THE BAN on commission on group personal pensions set out in the Retail Distribution Review will lead to a contraction in the numbers of corporate pension advisers and could see fewer consumers accessing generous workplace DC pensions, sayindustry experts.
The FSA consultation paper, CP09/31, Delivering the Retail Distribution Review: Professionalism, Corporate Pensions, proposes an end to the current commission-based system of adviser and employee benefit consultant remunerationin the GPP market. The regulator is planning to introduce ‘consultancy charging’, a process that requires advisers to agree charges with employers. Consultancy charging will apply regardless
of whether the end investor, the employee, receives advice personally. Consultancy charging replaces the concept of ‘arranger charging’, first mooted in CP09/18 last year.

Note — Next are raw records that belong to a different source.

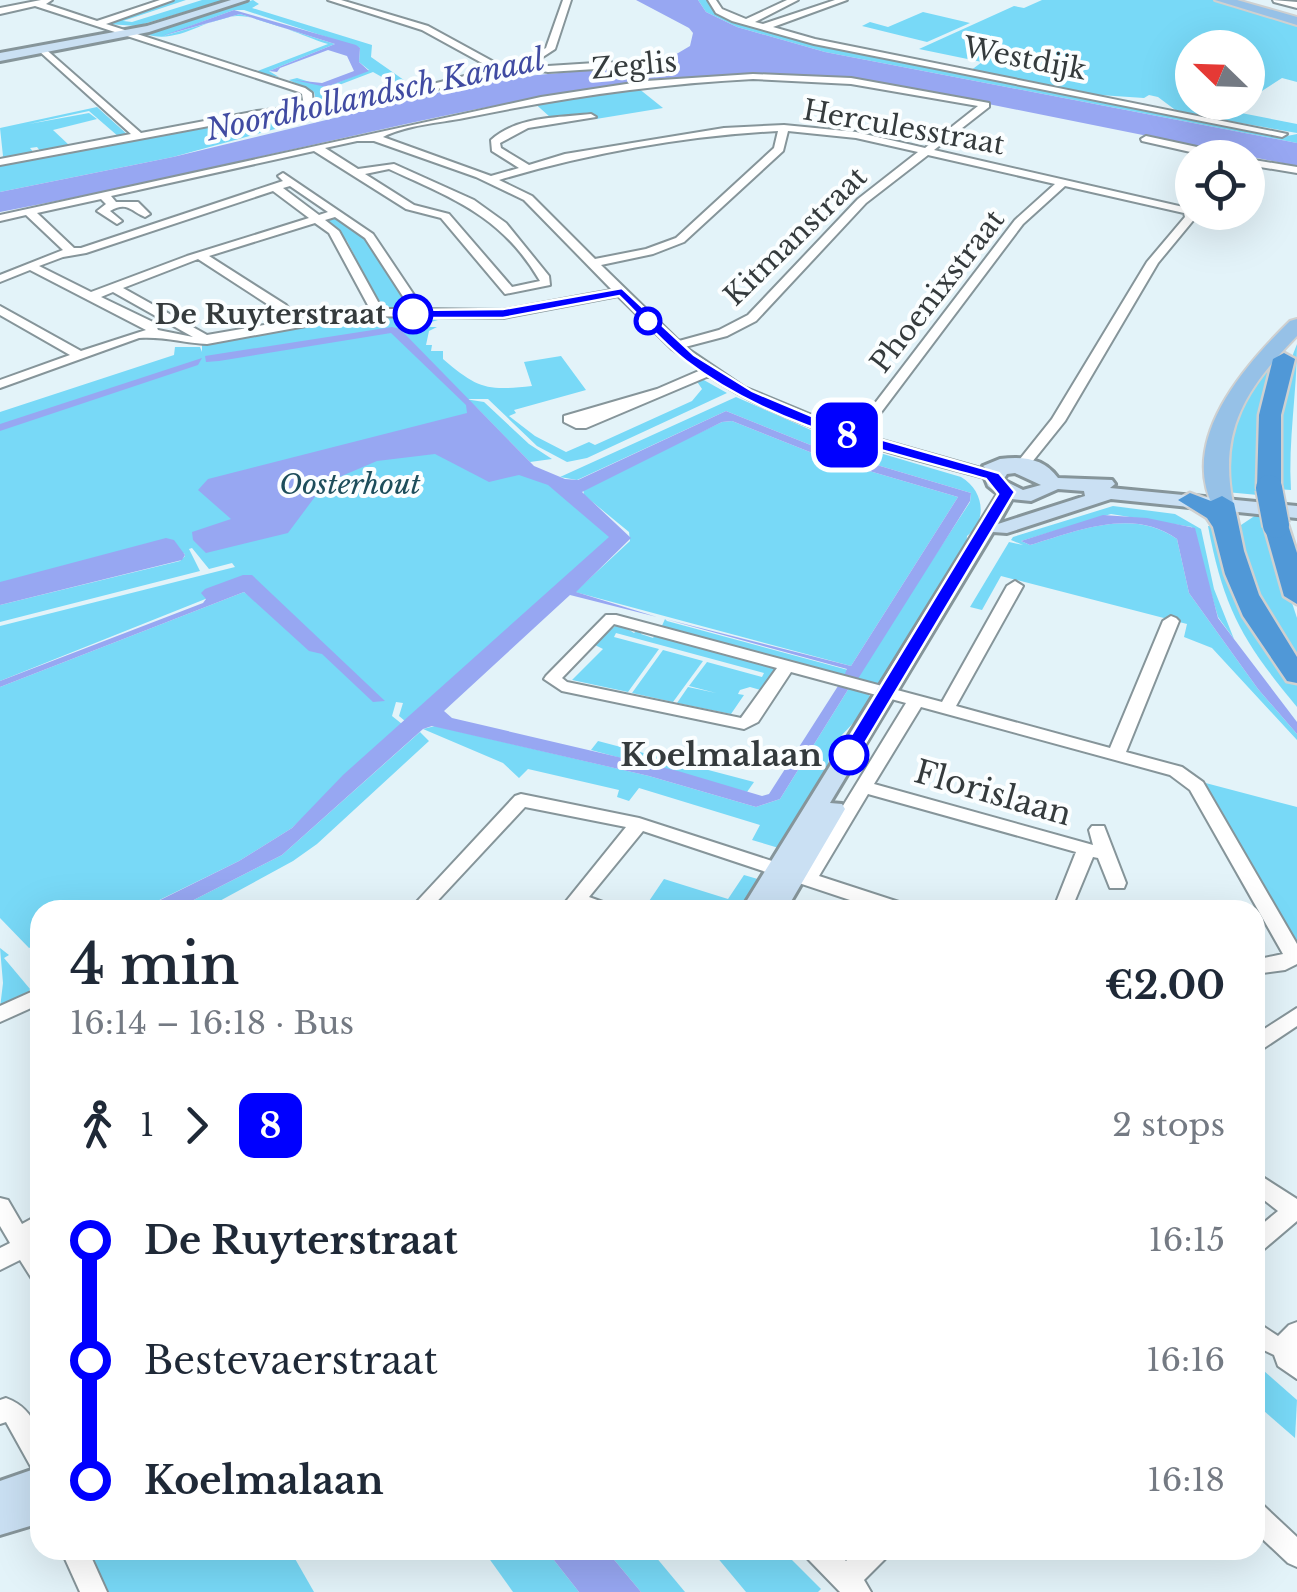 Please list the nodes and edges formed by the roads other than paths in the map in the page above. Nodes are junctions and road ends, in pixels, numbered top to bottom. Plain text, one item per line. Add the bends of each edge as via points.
1 (50, 0) edge
2 (169, 0) edge
3 (232, 0) edge
4 (242, 0) edge
5 (332, 0) edge
6 (567, 0) edge
7 (712, 0) edge
8 (794, 0) edge
9 (843, 0) edge
10 (1222, 0) edge
11 (1244, 0) edge
12 (1261, 0) edge
13 (1276, 0) edge
14 (37, 4) junction
15 (0, 10) edge
16 (1297, 12) edge
17 (98, 23) junction
18 (746, 23) junction
19 (760, 28) junction
20 (127, 32) junction
21 (41, 48) junction
22 (0, 55) edge
23 (522, 65) junction
24 (611, 65) dead end
25 (503, 70) junction
26 (986, 105) joint
27 (309, 108) junction
28 (591, 117) dead end
29 (784, 128) junction
30 (1282, 134) dead end
31 (140, 136) junction
32 (375, 138) junction
33 (1146, 139) dead end
34 (1175, 145) edge
35 (318, 148) junction
36 (926, 151) junction
37 (262, 160) junction
38 (0, 162) edge
39 (1265, 165) edge
40 (525, 167) junction
41 (1297, 170) edge
42 (355, 174) junction
43 (492, 179) junction
44 (291, 182) junction
45 (1064, 182) junction
46 (274, 188) junction
47 (102, 194) junction
48 (114, 205) junction
49 (1175, 206) edge
50 (29, 212) junction
51 (337, 213) junction
52 (144, 214) dead end
53 (0, 218) edge
54 (318, 218) junction
55 (117, 221) dead end
56 (1181, 230) edge
57 (70, 251) junction
58 (201, 256) junction
59 (594, 263) junction
60 (34, 268) junction
61 (0, 279) edge
62 (114, 288) junction
63 (509, 291) junction
64 (622, 292) junction
65 (94, 295) junction
66 (0, 310) edge
67 (375, 312) junction
68 (409, 314) junction
69 (503, 314) junction
70 (297, 324) junction
71 (1297, 328) edge
72 (153, 333) junction
73 (203, 340) junction
74 (676, 346) junction
75 (81, 356) junction
76 (1284, 359) joint
77 (710, 371) junction
78 (2, 381) edge
79 (666, 390) junction
80 (856, 438) junction
81 (992, 471) junction
82 (1038, 474) junction
83 (1108, 489) junction
84 (1012, 494) junction
85 (1190, 500) joint
86 (1297, 504) edge
87 (1222, 507) junction
88 (1286, 519) edge
89 (1000, 529) junction
90 (1015, 586) dead end
91 (1297, 596) edge
92 (1170, 621) dead end
93 (786, 667) junction
94 (1297, 675) edge
95 (901, 697) junction
96 (946, 709) junction
97 (1116, 755) junction
98 (864, 787) junction
99 (639, 824) junction
100 (1098, 830) dead end
101 (1096, 852) junction
102 (793, 874) junction
103 (1116, 884) dead end
104 (427, 900) edge
105 (576, 900) edge
106 (764, 900) edge
107 (779, 900) edge
108 (855, 900) edge
109 (1068, 900) edge
110 (1254, 900) edge
111 (1265, 920) edge
112 (1265, 967) edge
113 (1291, 967) edge
114 (30, 1000) edge
115 (1297, 1015) edge
116 (0, 1016) edge
117 (1265, 1039) edge
118 (1265, 1189) edge
119 (0, 1208) edge
120 (1296, 1210) edge
121 (30, 1235) edge
122 (1265, 1236) edge
123 (22, 1243) junction
124 (30, 1256) edge
125 (0, 1260) edge
126 (1265, 1339) edge
127 (1294, 1350) edge
128 (0, 1413) edge
129 (30, 1441) edge
130 (30, 1486) edge
131 (0, 1497) edge
132 (30, 1510) edge
133 (0, 1519) edge
134 (1265, 1525) edge
135 (1297, 1554) edge
136 (79, 1560) edge
137 (827, 1560) edge
138 (869, 1560) edge
139 (852, 1585) edge
140 (94, 1592) edge

1 - 14 street
2 - 17 street
3 - 20 street
4 - 20 street
5 - 25 street via 425,28
6 - 23 street via 551,46
7 - 18 street, Westdijk
8 - 18 street
9 - 19 street
10 - 16 main road
11 - 16 main road
12 - 16 main road
13 - 16 street
14 - 15 street
14 - 17 street
17 - 20 street
18 - 19 street, Westdijk
19 - 30 street, Westdijk
20 - 21 street
20 - 27 street via 304,90
21 - 22 street
21 - 31 street
23 - 24 street
23 - 25 street
25 - 27 street via 368,103
26 - 32 street, Zeglis via 865,82 755,78 542,98
26 - 36 street, Kitmanstraat
27 - 31 street
28 - 40 street via 517,129 496,139 498,151
29 - 36 street, Herculesstraat
29 - 40 street, Herculesstraat via 724,131
29 - 59 street via 779,148 680,240
31 - 38 street
32 - 35 street, Zeglis
32 - 43 street
33 - 34 street
35 - 37 street, Zeglis
35 - 42 street
36 - 45 street, Herculesstraat
36 - 74 street, Kitmanstraat via 862,201 752,318
37 - 44 street
37 - 47 street, Zeglis
39 - 41 street
40 - 43 street, Herculesstraat
42 - 63 street via 410,207 445,216
42 - 63 street via 390,166 470,202 502,226 546,284
43 - 59 street via 540,206
44 - 46 street
44 - 51 street
45 - 49 street, Herculesstraat
45 - 80 street, Phoenixstraat via 1019,222
46 - 54 street
46 - 57 street
47 - 48 street
47 - 50 street, Zeglis
48 - 52 street via 134,204
48 - 55 street via 102,212
50 - 53 street, Zeglis
50 - 57 street
51 - 54 street
51 - 68 street via 369,236 410,298
54 - 58 street
54 - 67 street via 342,242
56 - 82 street via 1153,262 1050,434
57 - 60 street
58 - 62 street
58 - 70 street
59 - 64 street
60 - 61 street
60 - 65 street
62 - 65 street
62 - 73 street
63 - 69 street
64 - 69 street
64 - 74 street
65 - 72 street
66 - 75 street
67 - 68 street
67 - 70 street
68 - 69 street
70 - 73 street
71 - 76 main road
71 - 87 main road via 1276,344 1221,429
72 - 73 street
72 - 75 street
74 - 77 street
75 - 78 street
76 - 88 highway, bridge via 1270,414 1269,488
77 - 79 street
77 - 80 street via 747,394
79 - 79 street via 620,401 569,418 581,425
80 - 81 street
81 - 82 street
81 - 84 street via 996,485
82 - 83 street
82 - 84 street via 1036,496
83 - 85 street
83 - 87 street
83 - 89 street
84 - 89 street
84 - 95 street
85 - 87 highway via 1216,513
86 - 87 street
87 - 88 street
87 - 94 highway via 1233,568 1248,604
88 - 91 highway
89 - 95 street
90 - 96 street
92 - 97 street
93 - 93 street via 611,618 552,679 744,724
93 - 95 street
95 - 96 street
95 - 98 street
95 - 102 street
96 - 97 street
97 - 110 street via 1176,771 1197,786
98 - 101 street, Florislaan
98 - 102 street
99 - 102 street
99 - 104 street via 520,800
99 - 105 street
100 - 101 street, Florislaan
101 - 103 street, Florislaan
101 - 109 street
102 - 106 street
102 - 107 street
102 - 108 street
111 - 113 street via 1294,956
112 - 113 street
114 - 116 street
115 - 117 street
118 - 120 street
119 - 123 street
120 - 122 street
121 - 123 street
123 - 124 street
123 - 125 street
126 - 127 street
128 - 129 street via 13,1412
130 - 131 street
132 - 133 street
134 - 135 street
136 - 140 street
137 - 139 street
138 - 139 street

Aviva head of pensions Paul Goodwin says: “The proposals will lead to a contraction in the numbers of advisers doing group pension business because they will not be allowed to take commission. We are being pushed towards a customer agreed remuneration approach, and if you look at the likes of Scottish Life who have operated such a model for some time now, the amount of business they have written on that basis is small.”
The FSA proposes that the adviser’s services could include advice to the employer on choosing a scheme provider, assistance in processing scheme actions, such as salary deductions or distributing key features and other documents to employees, as well as advice to employees – for example, about investment fund choices or contribution levels. Where an employee does not take up an offer of prearranged advice, no advice charge would be made.
The FSA says it was not swayed by arguments that there was no market failure in the group pensions sector, arguing that the “current commission-based market model is not sustainable. Those product providers offering initial commissions are subsidising these payments from their own funds, and, if scheme and member persistency levels continue to be poor, will not achieve economic returns on their GPP business.” The CP refers to group personal pensions, group stakeholders and group Sipps collectively as GPPs.
The FSA also argues that the fact that GPP new business is concentrated in a handful of providers that pay initial commission indicates that commission bias exists.
The FSA rejected suggestions that factoring of initial consultancy charges should be allowed, arguing that it would rather see a competitive
market based on product terms and quality of service, and because it could infringe competition law. However, commission arrangements on existing GPPs already in place need not be disturbed.
The FSA will publish its policy statement and final rules implementing consultancy charging in the contract-based corporate pensions market in the third quarter of 2010, about six months after the main RDR dviser charging proposals, which relate to individual advice, which are expected in the first quarter of 2010.